Cageprisoners has the specific remit of dealing with human rights issues in the ‘War on Terror’, with a specialisation on the detention of individuals held beyond recognised systems of law. As an organisation, we now have six years of experience analysing and working on counter-terrorism issues in the UK and beyond and the impact those measures have had on the Muslim community.[1] Based on the work that we have been carrying out, we feel that it is important to clarify the our perspective regarding cooperating with counter-terrorism forces.
Collaboration or cooperation between two entities must be based upon an agreed purpose and shared vision. The cooperation should not be carried out where the repercussions and ramifications of doing so outweigh any benefits attained – perceived or actual. Of course, if any act of unlawful violence is taking place or being actively planned in the UK, the law places upon the individual a civic and legal obligation to report it. Despite this, we hold strongly that there is no obligation to extend support to counter-terrorism forces by offering collaboration and our advice remains that there should only be contact with them in the presence of legal representation.
In our experience we must make clear that civil society, governmental bodies – at local and national level, are not homogeneous entities. Each body will have its own agenda and objective and that agenda it what must be considered when considering working with that body.
Thus working with parliamentarians to oppose a motion on extending the pre-charge period in ‘Terrorist’ cases from 28 days to 42 days or working with the local authority on teaching immigrant communities English literacy is not the same as cooperating with the counter-terrorist and intelligence agencies. We intend to clarify why there is a disproportionate harm in collaborating with these agencies which should preclude community leaders from doing so.
Cageprisoners was invited to give expert evidence to the International Commission of Jurists regarding the impact of counter-terrorism legislation in the UK and abroad; the result of this evidence from the organisation and others was the release of their report Assessing Damage, Urging Action – a report which clearly identifies that the UK’s policies in the ‘War on Terror’ have weakened the rule of law and also have been used to increase fear in the general public and promote a police state.
Any alignment to the policies that are being promoted by the UK government will be seen as tacit acquiescence of those policies, especially in light of the continued unlawful and immoral detention of individuals around the UK without charge.
Some community leaders may perceive that the collaboration is only incidental to the larger strategies, however it is important for the sake of the victims and the affected Muslim community that there be full separation from engaging with the police/security services – otherwise the trust and position of community leaders will be fatally besmirched..
The official government statistics relating to the numbers of those affected by the government’s counter-terrorism strategy suggest that the current situation of the Muslim community is very alarming and continues to deteriorate.
Between 11th September 2001 (the official beginning of the ‘War on Terror’) and 31st March 2007, there have been over 200,000 stop and searches (a profiling tool used on individuals to check if they are terrorists). Further, there have been 1228 anti-terrorism arrests that have only led to 132 people being charged and of them only 41 convictions (the convictions themselves are questionable in some cases).[3]
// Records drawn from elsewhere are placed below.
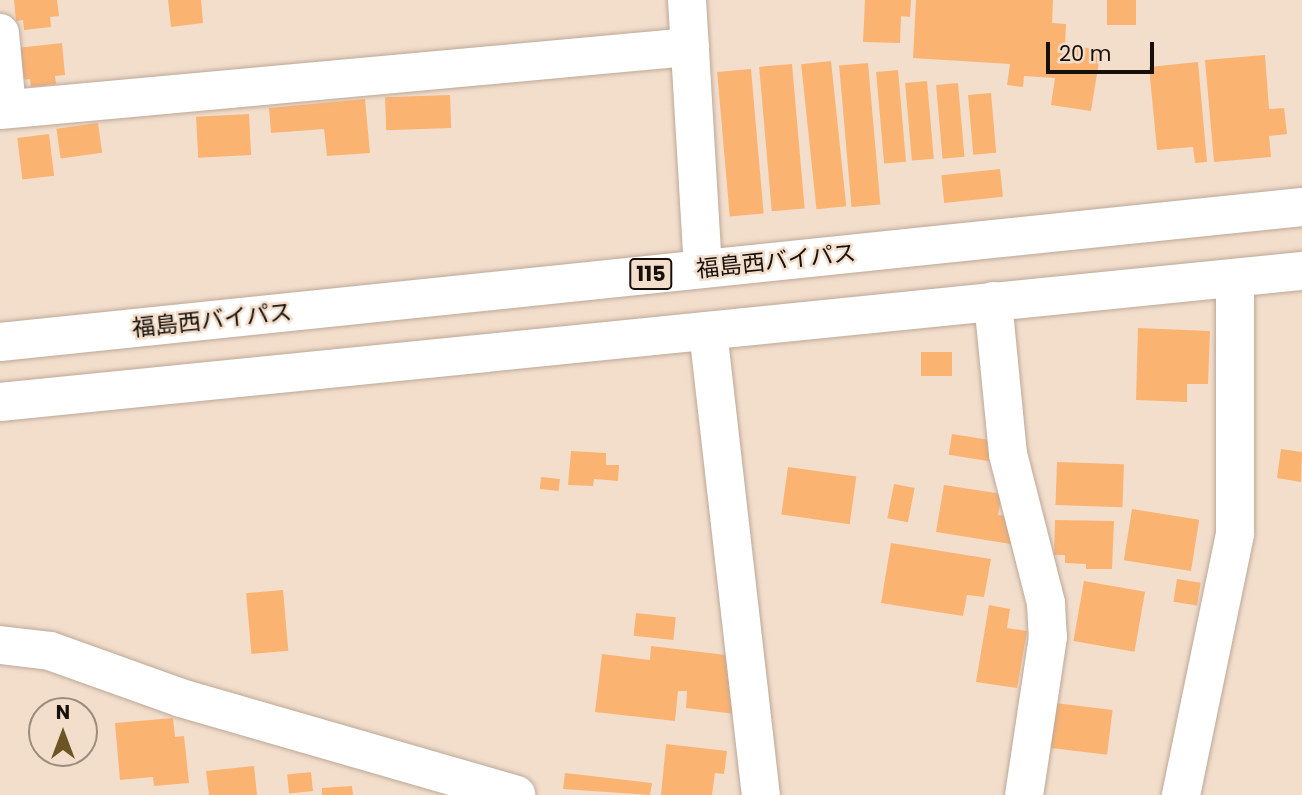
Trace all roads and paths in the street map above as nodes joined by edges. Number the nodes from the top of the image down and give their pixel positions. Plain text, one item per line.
1 (687, 0) edge
2 (0, 33) edge
3 (690, 47) junction
4 (4, 110) edge
5 (1302, 207) edge
6 (703, 269) junction
7 (1302, 271) edge
8 (1236, 278) junction
9 (993, 301) junction
10 (708, 331) junction
11 (0, 342) edge
12 (0, 402) edge
13 (0, 645) edge
14 (516, 795) edge
15 (761, 795) edge
16 (1024, 795) edge
17 (1181, 795) edge

1 - 3 main road
2 - 4 main road
3 - 4 main road
3 - 6 main road
5 - 6 main road, 福島西バイパス / 115
6 - 11 main road, 福島西バイパス / 115
7 - 8 main road
8 - 9 main road
8 - 17 main road
9 - 10 main road
9 - 16 main road
10 - 12 main road
10 - 15 main road
13 - 14 main road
Naturally, these statistics have not been updated in almost two years but both empirical and anecdotal evidence indicate that the numbers continue to snowball.
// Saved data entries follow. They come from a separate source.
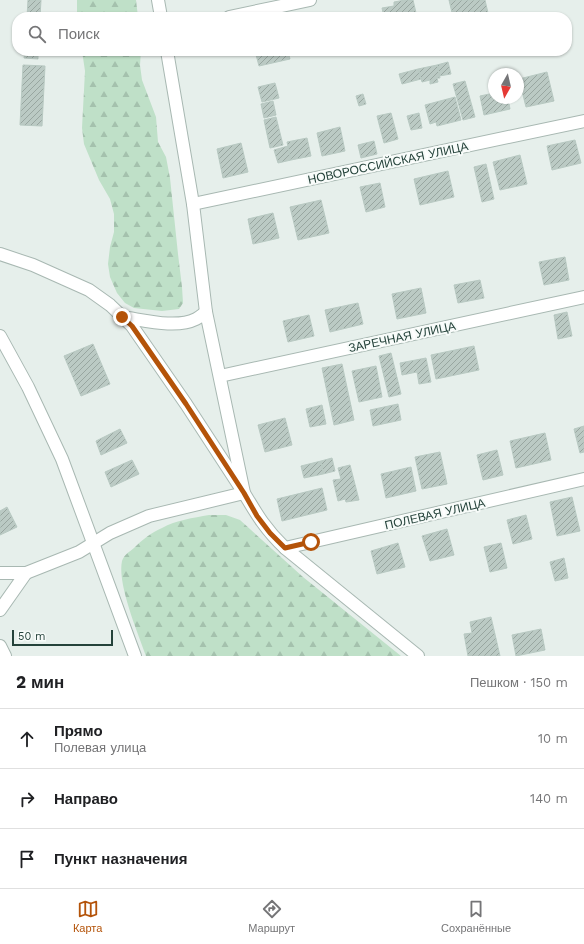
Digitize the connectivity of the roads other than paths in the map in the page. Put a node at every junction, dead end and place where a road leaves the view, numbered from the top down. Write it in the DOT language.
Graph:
graph roads {
  1 [pos="158,0"];
  2 [pos="310,0"];
  3 [pos="160,12"];
  4 [pos="253,12"];
  5 [pos="168,56"];
  6 [pos="584,121"];
  7 [pos="193,204"];
  8 [pos="0,254"];
  9 [pos="584,297"];
  10 [pos="206,312"];
  11 [pos="122,317"];
  12 [pos="0,336"];
  13 [pos="220,376"];
  14 [pos="584,479"];
  15 [pos="244,493"];
  16 [pos="94,544"];
  17 [pos="285,548"];
  18 [pos="0,573"];
  19 [pos="26,573"];
  20 [pos="0,610"];
  21 [pos="0,646"];
  22 [pos="5,656"];
  23 [pos="135,656"];
  24 [pos="418,656"];
  1 -- 3 [label="street"];
  2 -- 4 [label="street"];
  5 -- 7 [label="street"];
  6 -- 7 [label="street, НОВОРОССИЙСКАЯ УЛИЦА"];
  7 -- 10 [label="street"];
  8 -- 11 [label="street"];
  9 -- 13 [label="street, ЗАРЕЧНАЯ УЛИЦА"];
  10 -- 11 [label="street"];
  10 -- 13 [label="street"];
  11 -- 15 [label="street"];
  12 -- 16 [label="street"];
  13 -- 15 [label="street"];
  14 -- 17 [label="street, ПОЛЕВАЯ УЛИЦА"];
  15 -- 16 [label="street"];
  15 -- 17 [label="street"];
  16 -- 19 [label="street"];
  16 -- 23 [label="street"];
  17 -- 24 [label="street"];
  18 -- 19 [label="street"];
  19 -- 20 [label="street"];
  21 -- 22 [label="street"];
}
The numbers increase in importance when they are considered in light of the trauma that is experienced when the police raid the home of a suspect and storm into the home of an entire family, including women and children.
Thousands of Muslims in the UK have been traumatised by these policies and they are becoming increasingly fearful and are looking to identify with their community leaders who should be standing with them and not the abusers.
On Tuesday 17th February 2009, the former Director of MI5, Dame Stella Rimington, criticised the British government for the way in which they were using the threat of terrorism to advance their own draconian agenda,
“It would be better that the government recognised that there are risks, rather than frightening people in order to be able to pass laws which restrict civil liberties, precisely one of the objects of terrorism – that we live in fear and under a police state.”[4]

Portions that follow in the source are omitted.